Rights holders in the current cycle are facing cumulative losses of $1.8–2 billion, MPA finds. Advertising revenue growth slowed to a 7% CAGR over the last three seasons, compared with 18% CAGR in the prior cycle. Policy-driven exits by ed-tech and real-money gaming companies, alongside a BCCI ban on crypto advertising, have significantly narrowed the advertiser base. MPA notes that new global macro pressures could further weigh on demand, even as emerging sectors such as AI offer some offset.

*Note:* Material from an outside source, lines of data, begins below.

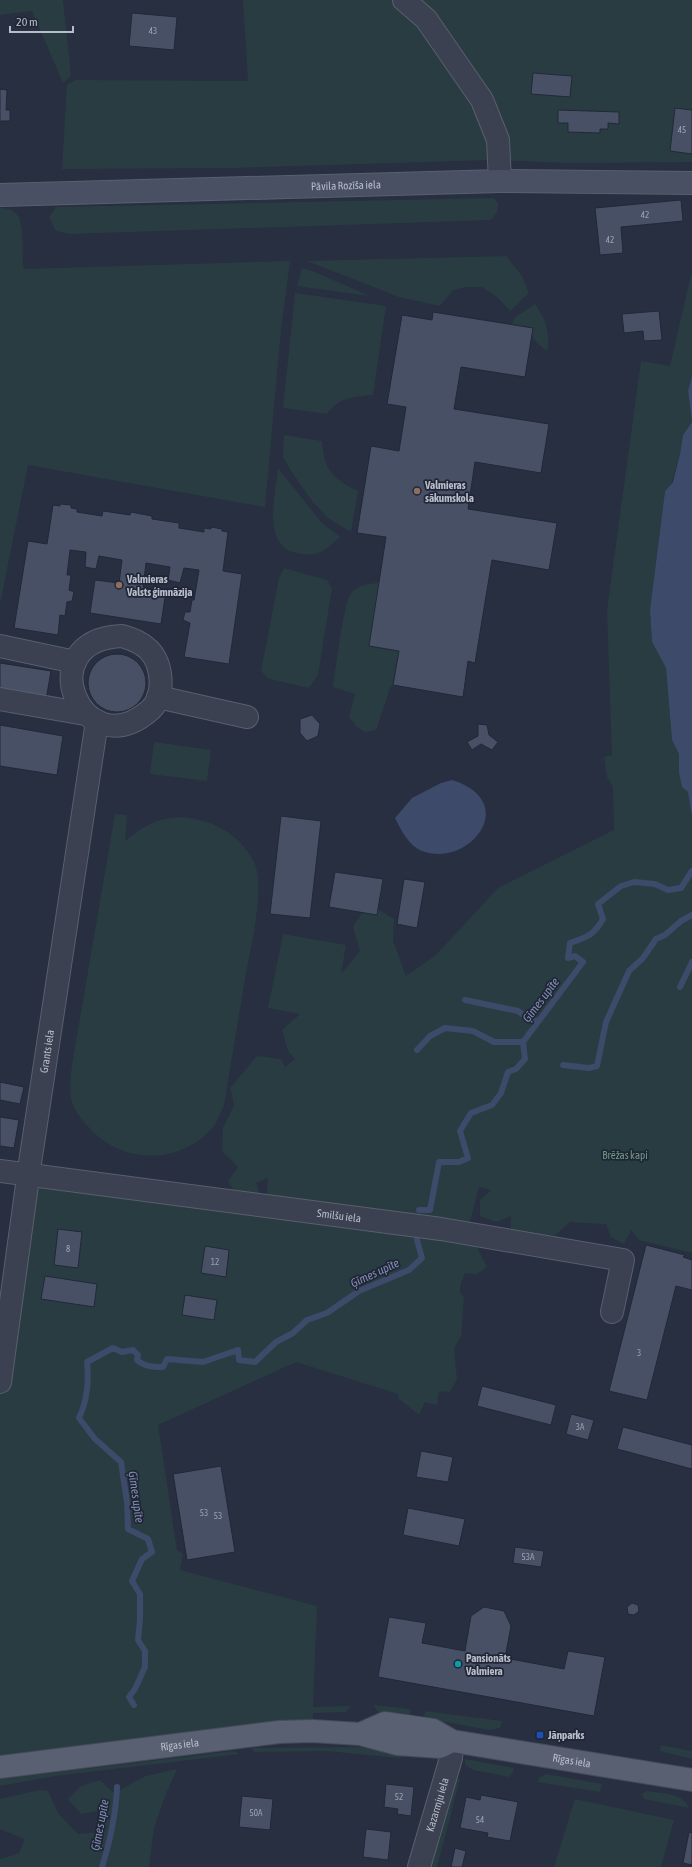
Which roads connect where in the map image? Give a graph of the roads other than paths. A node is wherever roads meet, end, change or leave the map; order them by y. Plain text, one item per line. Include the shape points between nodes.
1 (404, 0) edge
2 (500, 181) junction
3 (692, 183) edge
4 (0, 195) edge
5 (0, 646) edge
6 (75, 662) junction
7 (158, 697) junction
8 (0, 699) edge
9 (91, 717) junction
10 (247, 717) dead end
11 (0, 1171) edge
12 (29, 1175) junction
13 (612, 1312) dead end
14 (0, 1382) edge
15 (452, 1741) junction
16 (0, 1767) edge
17 (692, 1780) edge
18 (419, 1867) edge

1 - 2 street via 426,19 482,100 498,140
2 - 3 street, Pāvila Rozīša iela
2 - 4 street, Pāvila Rozīša iela
5 - 6 street
6 - 7 street via 83,650 106,636 122,636 137,641 149,650 157,663 161,678
6 - 9 street via 71,675 72,689 77,702
7 - 9 street via 155,706 141,718 127,724 112,725
7 - 10 street
8 - 9 street
9 - 12 street, Grants iela
11 - 12 street, Smilšu iela
12 - 13 street, Smilšu iela via 441,1229 623,1260
12 - 14 street, Grants iela
15 - 16 main road, Rīgas iela via 433,1730 385,1723 360,1734 279,1732
15 - 17 main road, Rīgas iela
15 - 18 street, Kazarmju iela via 451,1758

At the franchise level, media rights now account for 75% of total revenues, up from 48% in 2017. EBITDA margins have expanded from an average of 10% in the league’s first cycle to 34% currently – but MPA warns that this operating leverage amplifies downside risk when rights values correct. Non-media revenues have been growing at a 22% CAGR since the pandemic, though from a low base. With limited upside expected from 2028, the report says franchise stake sales are accelerating as owners advance liquidity plans.

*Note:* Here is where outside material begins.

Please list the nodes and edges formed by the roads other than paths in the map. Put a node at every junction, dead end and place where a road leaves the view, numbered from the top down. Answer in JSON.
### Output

Mihir Shah, vice president of India at MPA, said the rights reset in 2028 “marks the beginning of a period in which franchise value creation depends on building the non-media revenue base, focusing on sponsorship, international presence and digital monetisation.” Shah added that owners and investors pricing franchises on current EBITDA multiples need to account for both the rights cycle headwind and the concentration risk it implies, cautioning that “the window at current multiples may be shorter than the market assumes.”

MPA’s composite franchise scorecard, which rates all 10 IPL teams across championship wins, playoff appearances, social media following and international presence, places Mumbai Indians first with 360 out of 400 points, and Chennai Super Kings second at 320. Royal Challengers Bengaluru ranks fourth at 230: despite a substantial social media following built around Virat Kohli‘s 274 million fans, the club’s score is dragged down by just one title in 18 seasons, the absence of an international franchise, and heavy dependence on a single star. Punjab Kings (90) and Lucknow Super Giants (100) rank at the foot of the table.

On the digital side, MPA notes that JioHotstar recently surpassed 70 million concurrent users during the ICC T20 World Cup finals, with further viewership records expected in the 2026 IPL season. However, the report cautions that audience scale has yet to generate the monetization needed to support current rights pricing, with the gap between what streaming platforms earn and what they spend on rights remaining the dominant factor constraining 2028 valuations.

The report covers IPL media rights history from the 2008 auction through the current cycle, with forward projections based on MPA’s proprietary financial model. Franchise economics analysis draws on aggregated financials for seven clubs: Mumbai Indians, Kolkata Knight Riders, Chennai Super Kings, Rajasthan Royals, Delhi Capitals, Royal Challengers Bengaluru and Punjab Kings.